= How to complete this task =
From the first line to the last, output the entries exactly.

*** Opening Dataset ***

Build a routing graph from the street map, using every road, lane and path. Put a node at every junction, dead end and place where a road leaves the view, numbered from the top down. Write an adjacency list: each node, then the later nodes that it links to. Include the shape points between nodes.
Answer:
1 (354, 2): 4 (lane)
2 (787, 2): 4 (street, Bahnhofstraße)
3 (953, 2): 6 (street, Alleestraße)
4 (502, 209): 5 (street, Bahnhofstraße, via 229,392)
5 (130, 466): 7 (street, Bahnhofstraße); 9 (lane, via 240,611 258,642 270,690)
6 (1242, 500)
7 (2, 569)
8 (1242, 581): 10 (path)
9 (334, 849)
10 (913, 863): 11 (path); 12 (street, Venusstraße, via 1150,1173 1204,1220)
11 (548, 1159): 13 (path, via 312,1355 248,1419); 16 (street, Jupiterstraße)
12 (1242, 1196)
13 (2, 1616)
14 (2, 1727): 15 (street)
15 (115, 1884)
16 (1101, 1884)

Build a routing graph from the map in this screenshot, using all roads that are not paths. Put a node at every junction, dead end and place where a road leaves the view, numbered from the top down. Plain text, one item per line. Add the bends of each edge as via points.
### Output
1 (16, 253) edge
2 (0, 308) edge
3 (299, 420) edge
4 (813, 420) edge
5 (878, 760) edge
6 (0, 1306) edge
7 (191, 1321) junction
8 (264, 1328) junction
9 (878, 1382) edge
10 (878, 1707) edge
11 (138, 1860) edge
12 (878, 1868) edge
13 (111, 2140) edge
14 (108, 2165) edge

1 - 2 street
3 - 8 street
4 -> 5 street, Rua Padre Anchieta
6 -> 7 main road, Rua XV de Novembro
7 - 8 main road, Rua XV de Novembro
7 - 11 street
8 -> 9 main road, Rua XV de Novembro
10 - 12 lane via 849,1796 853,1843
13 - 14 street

*** Closing Dataset ***

= Solution below =
Build a routing graph from the street map, using every road, lane and path. Put a node at every junction, dead end and place where a road leaves the view, numbered from the top down. Write an adjacency list: each node, then the later nodes that it links to. Include the shape points between nodes.
Answer:
1 (354, 2): 4 (lane)
2 (787, 2): 4 (street, Bahnhofstraße)
3 (953, 2): 6 (street, Alleestraße)
4 (502, 209): 5 (street, Bahnhofstraße, via 229,392)
5 (130, 466): 7 (street, Bahnhofstraße); 9 (lane, via 240,611 258,642 270,690)
6 (1242, 500)
7 (2, 569)
8 (1242, 581): 10 (path)
9 (334, 849)
10 (913, 863): 11 (path); 12 (street, Venusstraße, via 1150,1173 1204,1220)
11 (548, 1159): 13 (path, via 312,1355 248,1419); 16 (street, Jupiterstraße)
12 (1242, 1196)
13 (2, 1616)
14 (2, 1727): 15 (street)
15 (115, 1884)
16 (1101, 1884)

Build a routing graph from the map in this screenshot, using all roads that are not paths. Put a node at every junction, dead end and place where a road leaves the view, numbered from the top down. Plain text, one item per line. Add the bends of each edge as via points.
### Output
1 (16, 253) edge
2 (0, 308) edge
3 (299, 420) edge
4 (813, 420) edge
5 (878, 760) edge
6 (0, 1306) edge
7 (191, 1321) junction
8 (264, 1328) junction
9 (878, 1382) edge
10 (878, 1707) edge
11 (138, 1860) edge
12 (878, 1868) edge
13 (111, 2140) edge
14 (108, 2165) edge

1 - 2 street
3 - 8 street
4 -> 5 street, Rua Padre Anchieta
6 -> 7 main road, Rua XV de Novembro
7 - 8 main road, Rua XV de Novembro
7 - 11 street
8 -> 9 main road, Rua XV de Novembro
10 - 12 lane via 849,1796 853,1843
13 - 14 street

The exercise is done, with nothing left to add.